As Trump’s deportation campaign has gained momentum over the first year of his second term, Immigration and Customs Enforcement (ICE) and Customs and Border Protection (CBP) have become the violent faces of the regime’s anti-immigrant policies. As they have gone into targeted cities with aggression and staged spectacle, ICE and CBP have terrorized local populations, immigrant and non-immigrant. Under Trump, they have expanded their activities far beyond their previous boundaries and have shown themselves to be, at least potentially, a paramilitary political force with which to repress all of us.

Trump, egged on by his advisor Stephen Miller, who doesn’t even attempt to hide his white supremacist worldview, is expanding the reach of ICE and CBP while giving them a freer hand than they have had under any other president. But Trump and Miller haven’t fundamentally changed the roles of these agencies, nor did they create and develop these organizations and their cultures of violence and impunity. Both of these agencies existed before Trump and both exhibited many of the same characteristics before he gained control of them. They are today clearly part of a larger repressive apparatus that has been and will continue to be used against immigrants, dissenters, and the larger working class.
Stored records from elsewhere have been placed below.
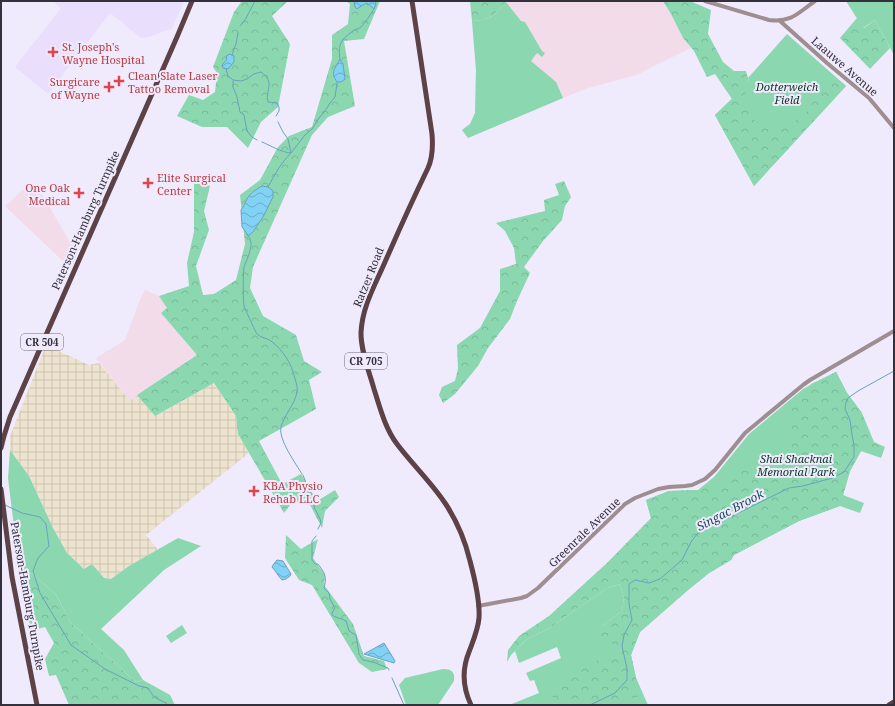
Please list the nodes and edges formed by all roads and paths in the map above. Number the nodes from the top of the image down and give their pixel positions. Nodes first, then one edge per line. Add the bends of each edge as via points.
1 (192, 1) edge
2 (412, 1) edge
3 (705, 1) edge
4 (815, 1) edge
5 (780, 21) junction
6 (894, 128) edge
7 (894, 331) edge
8 (1, 448) edge
9 (1, 489) edge
10 (478, 606) junction
11 (894, 702) edge
12 (36, 705) edge
13 (471, 705) edge
14 (889, 705) edge

1 - 8 main road, Paterson-Hamburg Turnpike / CR 504 via 10,417
2 - 10 main road, Ratzer Road / CR 705 via 431,127 432,154 428,168 371,291 363,316 362,345 388,429 400,448 445,502 460,529 470,562
3 - 5 street
4 - 5 street via 791,18
5 - 6 street, Laauwe Avenue via 869,98
7 - 10 street, Greenrale Avenue via 806,383 745,433 705,479 692,485 663,488 635,498 625,504 527,596
9 - 12 main road, Paterson-Hamburg Turnpike via 12,577
10 - 13 main road, Ratzer Road / CR 705 via 477,630 468,652 464,679
11 - 14 main road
What are nations and borders, really?

Borders are literally boundaries created by the ruling class of a region or nation and agreed upon with the ruling class of another nation. The precise, well-marked and well-defended borders that we know today are also remarkably new to human history. In most cases, they have been around a century or two at most. Many lines on the map are drawn in blood from the violent conquests of rulers to carve up more and more territory for themselves.

The modern nations and their borders that we know today are in reality a means by which capitalist ruling classes maintain dominance over the large working class living within their borders. They use these borders to claim the right to tax us, to force us to live by laws that benefit them, not us, and even to prepare and organize us to fight wars for them against working people of other nations.
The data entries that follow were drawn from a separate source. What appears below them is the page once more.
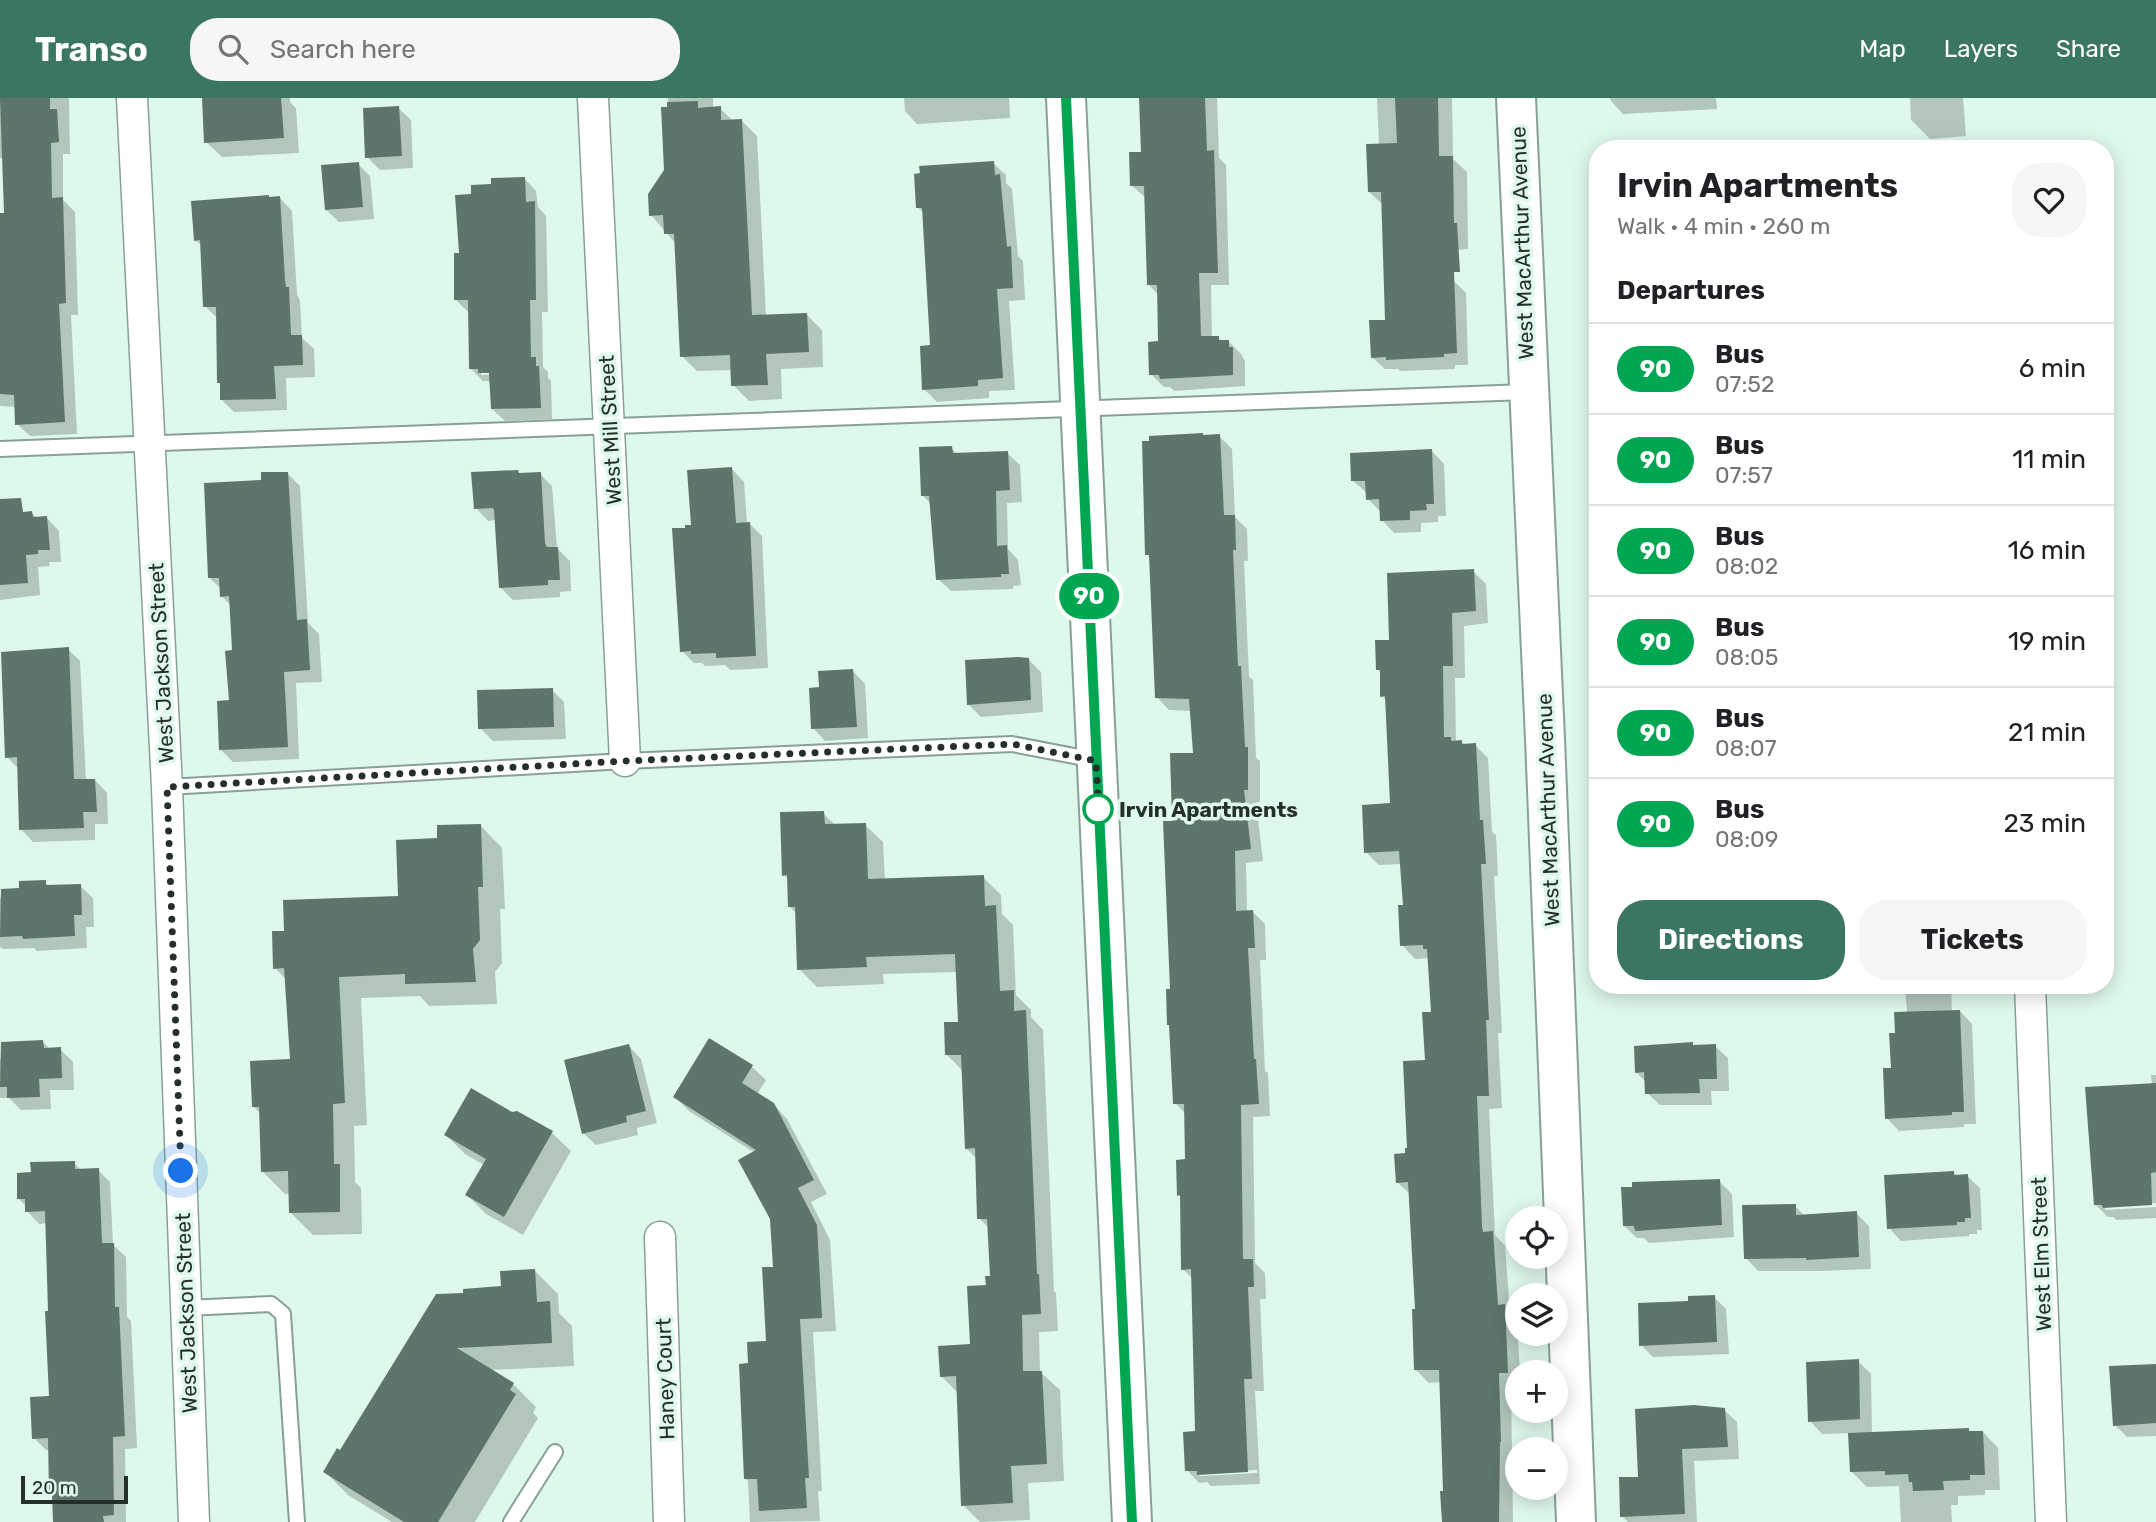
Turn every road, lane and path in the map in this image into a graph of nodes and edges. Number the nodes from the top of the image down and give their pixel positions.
1 (132, 98) edge
2 (593, 98) edge
3 (1066, 98) edge
4 (1516, 98) edge
5 (1529, 392) junction
6 (1080, 409) junction
7 (610, 427) junction
8 (150, 444) junction
9 (0, 449) edge
10 (625, 761) junction
11 (1096, 761) junction
12 (167, 787) junction
13 (2030, 994) edge
14 (660, 1237) dead end
15 (186, 1308) junction
16 (555, 1452) dead end
17 (194, 1522) edge
18 (297, 1522) edge
19 (511, 1522) edge
20 (669, 1522) edge
21 (1132, 1522) edge
22 (1576, 1522) edge
23 (2051, 1522) edge

1 - 8 street, West Jackson Street
2 - 7 street, West Mill Street
3 - 6 main road
4 - 5 main road, West MacArthur Avenue
5 - 6 lane
5 - 22 main road, West MacArthur Avenue
6 - 7 lane
6 - 11 main road
7 - 8 lane
7 - 10 street, West Mill Street
8 - 9 lane
8 - 12 street, West Jackson Street
10 - 11 lane
10 - 12 lane
11 - 21 main road
12 - 15 street, West Jackson Street
13 - 23 street, West Elm Street
14 - 20 street, Haney Court
15 - 17 street, West Jackson Street
15 - 18 lane
16 - 19 lane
Around the world, workers are a solid majority of the population and, throughout the world, billions of workers struggle to survive and create decent lives for themselves. While the capitalists who hire and fire us and get rich by doing so are driven by their need to make profits, we work not for accumulation and profits, but just to survive and feed our families. These two classes – the tiny capitalist class and the much larger working class – have fundamentally different interests. And this is something that the capitalist ruling classes never want us to understand. Although it is often difficult to see, working people in one country really have their interests in common with workers in other countries and no interests in common with the capitalists of their own nation.

In this way, the nations that these capitalist ruling classes have created, the national feelings that they work hard to create among the population, and the borders that they say are hard and fixed, are all used by the ruling classes to manage and exploit us for their benefit, without ever allowing us to see our common class interests and unite.
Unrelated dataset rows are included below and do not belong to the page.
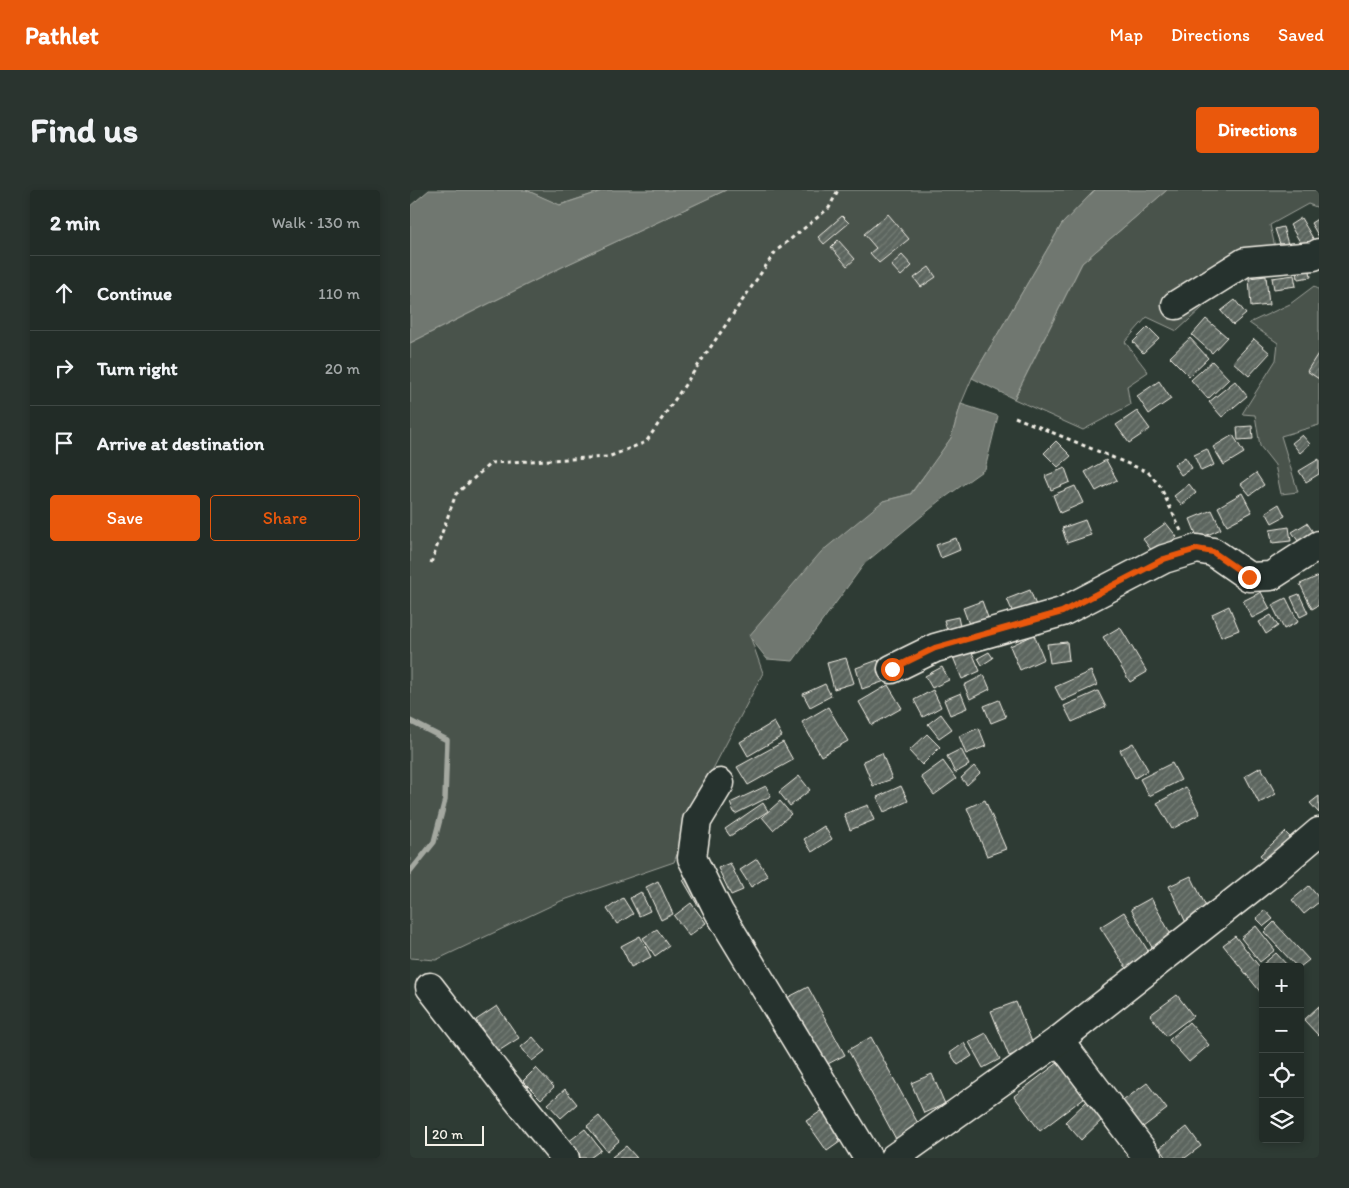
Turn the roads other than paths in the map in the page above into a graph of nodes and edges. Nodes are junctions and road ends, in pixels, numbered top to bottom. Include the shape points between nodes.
1 (1319, 253) edge
2 (1176, 305) dead end
3 (1319, 544) edge
4 (892, 669) dead end
5 (720, 783) dead end
6 (1319, 832) edge
7 (430, 986) dead end
8 (1059, 1040) junction
9 (565, 1158) edge
10 (868, 1158) edge
11 (894, 1158) edge
12 (1148, 1158) edge

1 - 2 street via 1245,262
3 - 4 street via 1271,576 1249,577 1213,552 1197,549 1164,559 1062,612 935,648
5 - 10 street via 697,822 692,858 719,912
6 - 8 street
7 - 9 street
8 - 11 street
8 - 12 street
Nativism, national restrictions, and policing in the modern U.S.

By the beginning of the twentieth century, the U.S. state had expanded and colonized the entire North American continent from east to west. The population was still increasing, but no new territory was being added to the land which the nation would occupy. This led to a widespread “nativist” movement that promoted the interests of white U.S. citizens who had a relatively long history here against those who came and might still come later. The nativist movement began to try to further define who was “American” and who was not.

There had been earlier examples of discrimination against certain ethnic or religious immigrant groups and, other than the long history of enslavement of millions of African descent, the Chinese Exclusion Act of 1882 was probably the first attempt in modern U.S. history to clearly deny the rights of residence and citizenship to a specific group of people. The law, while opposed by big business interests who wanted to exploit Chinese labor, passed easily amid concerns that Chinese or other workers would enter the United States and compete for jobs with the workers who already lived here. It was driven by economic anxiety felt by the working class, but racialized to exclude a visibly different group of workers of another nationality.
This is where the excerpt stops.